Das Fenster des Lokals wurde beschädigt. © Felix Hörhager/dpa

Nach dem Angriff auf das israelische Restaurant Eclipse in der Maxvorstadt geht die Polizei von einem antisemitischen Motiv der Täter aus. Der Staatsschutz ermittelt. Verletzt wurde niemand, der oder die Täter konnten bisher nicht gefasst werden. "Nach derzeitigem Ermittlungsstand wurden die Schaufensterscheiben gewaltsam beschädigt und pyrotechnische Gegenstände in das Restaurant geworfen", teilte die Polizei mit. "Um welche Art es sich dabei handelte, ist Gegenstand der Ermittlungen." Der Sachschaden wurde auf mehreren Tausend Euro geschätzt. 

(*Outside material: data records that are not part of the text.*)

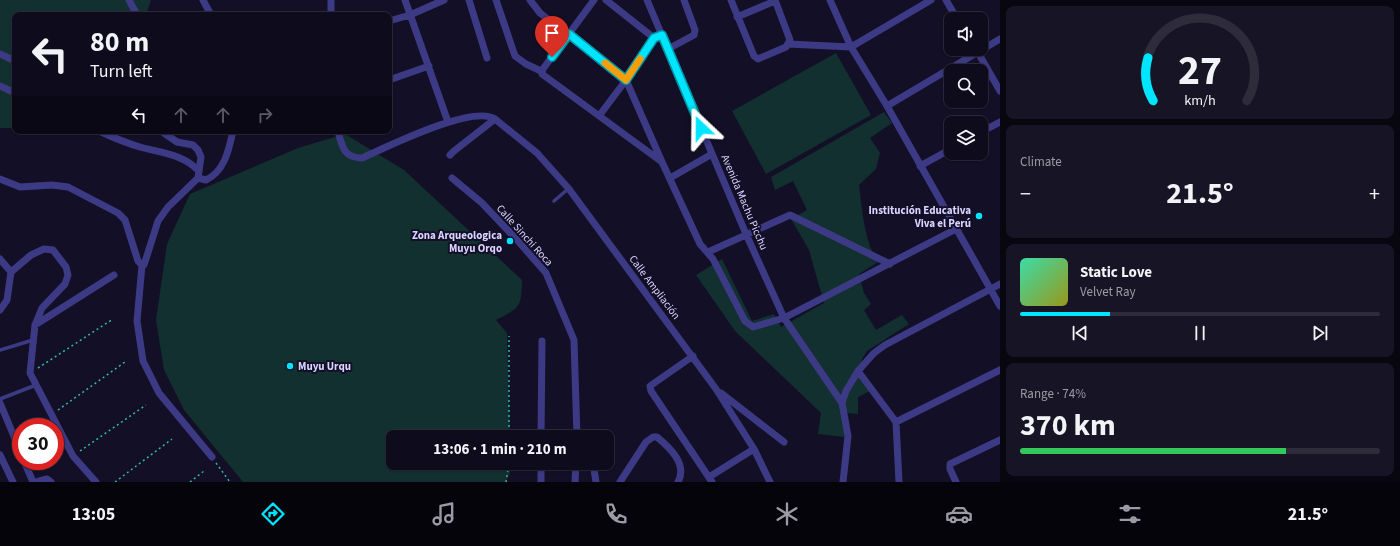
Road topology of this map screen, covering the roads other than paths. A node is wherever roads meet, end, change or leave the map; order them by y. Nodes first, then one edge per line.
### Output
1 (129, 0) edge
2 (203, 0) edge
3 (331, 0) edge
4 (405, 0) edge
5 (444, 0) edge
6 (469, 0) edge
7 (496, 0) edge
8 (530, 0) edge
9 (594, 0) edge
10 (606, 0) edge
11 (647, 0) edge
12 (684, 0) edge
13 (731, 0) edge
14 (775, 0) edge
15 (830, 0) edge
16 (931, 0) edge
17 (946, 0) edge
18 (135, 12) edge
19 (209, 12) edge
20 (330, 12) edge
21 (954, 12) edge
22 (410, 15) junction
23 (737, 17) junction
24 (392, 20) edge
25 (569, 34) junction
26 (662, 35) junction
27 (654, 38) junction
28 (1000, 39) edge
29 (788, 44) junction
30 (988, 45) edge
31 (851, 47) junction
32 (668, 49) junction
33 (0, 54) edge
34 (967, 56) edge
35 (980, 56) edge
36 (488, 58) dead end
37 (12, 60) edge
38 (429, 66) junction
39 (541, 72) junction
40 (392, 79) edge
41 (626, 80) junction
42 (0, 86) edge
43 (1000, 91) edge
44 (12, 92) edge
45 (887, 106) junction
46 (599, 116) junction
47 (498, 121) junction
48 (448, 122) junction
49 (1000, 122) edge
50 (988, 128) edge
51 (106, 134) edge
52 (165, 134) edge
53 (232, 134) edge
54 (339, 134) edge
55 (944, 153) edge
56 (712, 154) junction
57 (450, 155) dead end
58 (662, 162) junction
59 (920, 166) junction
60 (199, 175) junction
61 (452, 178) dead end
62 (670, 178) junction
63 (0, 179) edge
64 (569, 188) junction
65 (554, 201) dead end
66 (956, 229) junction
67 (746, 234) junction
68 (708, 252) junction
69 (0, 259) edge
70 (890, 264) junction
71 (142, 265) junction
72 (11, 272) junction
73 (114, 275) dead end
74 (1000, 284) edge
75 (990, 289) junction
76 (1000, 306) edge
77 (0, 310) edge
78 (784, 318) junction
79 (35, 325) junction
80 (33, 340) junction
81 (542, 341) dead end
82 (0, 350) edge
83 (693, 356) junction
84 (1000, 370) edge
85 (858, 371) junction
86 (36, 385) junction
87 (716, 389) junction
88 (0, 399) edge
89 (0, 403) edge
90 (842, 403) junction
91 (896, 422) junction
92 (541, 430) edge
93 (577, 430) edge
94 (12, 432) edge
95 (1000, 440) edge
96 (784, 442) dead end
97 (754, 449) junction
98 (0, 455) edge
99 (212, 457) road end
100 (29, 470) edge
101 (541, 470) edge
102 (576, 470) edge
103 (594, 470) edge
104 (710, 480) edge
105 (13, 482) edge
106 (35, 482) edge
107 (51, 482) edge
108 (96, 482) edge
109 (540, 482) edge
110 (575, 482) edge
111 (596, 482) edge
112 (620, 482) edge
113 (678, 482) edge
114 (770, 482) edge
115 (843, 482) edge
116 (899, 482) edge
117 (956, 482) edge

1 - 18 street
2 - 19 street
3 - 20 street
4 - 22 street
5 - 22 street
6 - 36 street
7 - 39 street
8 - 25 street
9 - 25 street
10 - 27 street
11 - 26 street, Avenida Machu Picchu
12 - 32 street
13 - 23 street
14 - 23 street
14 - 29 street
15 - 31 street
16 - 31 street
17 - 21 street
22 - 24 street
22 - 38 street
23 - 29 street
25 - 39 street
25 - 41 street
26 - 27 street
26 - 32 street, Avenida Machu Picchu
27 - 41 street
28 - 30 street
29 - 31 street
31 - 45 street
32 - 56 street, Avenida Machu Picchu
33 - 37 street
34 - 45 street
35 - 43 street
38 - 40 street
38 - 48 street
39 - 46 street
41 - 46 street
41 - 58 street
42 - 44 street
45 - 59 street
46 - 58 street
47 - 48 street
47 - 57 street
47 - 64 street, Calle Ampliación
48 - 54 street
49 - 50 street
51 - 60 street
52 - 60 street
53 - 60 street
55 - 59 street
56 - 62 street
56 - 67 street, Avenida Machu Picchu
58 - 62 street
59 - 66 street
60 - 71 street
61 - 93 street, Calle Sinchi Roca
62 - 68 street
63 - 71 street
64 - 65 lane
64 - 83 street, Calle Ampliación
66 - 70 street
66 - 75 street
67 - 68 street
67 - 70 street
67 - 78 street, Avenida Machu Picchu
68 - 78 street
69 - 72 street
70 - 78 street
71 - 99 street
72 - 77 street
72 - 79 street
73 - 79 street
74 - 75 street
75 - 76 street
75 - 85 street
78 - 90 street, Avenida Machu Picchu
79 - 80 street
80 - 82 lane
80 - 86 street
81 - 92 street
83 - 87 street, Calle Ampliación
83 - 104 street
84 - 91 street
85 - 90 street
85 - 91 street
86 - 88 lane
86 - 108 street
87 - 96 street
87 - 97 street, Calle Ampliación
89 - 94 street
90 - 115 street
91 - 116 street
95 - 117 street
97 - 104 street
97 - 114 street, Calle Ampliación
98 - 105 street
100 - 106 street
101 - 109 street
102 - 110 street
103 - 111 street
106 - 107 street
112 - 113 street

Der Morgen nach dem Anschlag auf das israelische Restaurant Eclipse in der Maxvorstadt.
Der Morgen nach dem Anschlag auf das israelische Restaurant Eclipse in der Maxvorstadt. © Daniel von Loeper

Die Einsatzzentrale der Polizei habe gegen 00.45 Uhr einen Anruf erhalten, wonach es in der Maxvorstadt an dem Lokal drei laute Knallgeräusche gegeben habe, sagte Polizeisprecher Tobias Schenk. Eine Streife stellte demnach vor Ort fest, dass Fensterscheiben des Lokals an drei Stellen defekt waren. 

Polizei sichert jüdische Einrichtungen in München

Noch in der Nacht habe man damit begonnen, die Sicherheitskonzepte jüdischer Einrichtungen, Lokale, etc. anzupassen, so ein Polizeisprecher auf AZ-Nachfrage.  Die Schutzobjekte seien überprüft worden und entsprechend die jeweiligen Maßnahmen angepasst worden. Je nach Einzelfallprüfung wurden entsprechende Maßnahmen getroffen. Aus "einsatztaktischen Gründen" sagt die Polizei nicht, um welche Objekte es sich dabei handelt. 

Nun hat der zentrale Antisemitismusbeauftragte der bayerischen Justiz die Ermittlungen übernommen. Verletzt wurde niemand, der oder die Täter wurden zunächst nicht gefasst. 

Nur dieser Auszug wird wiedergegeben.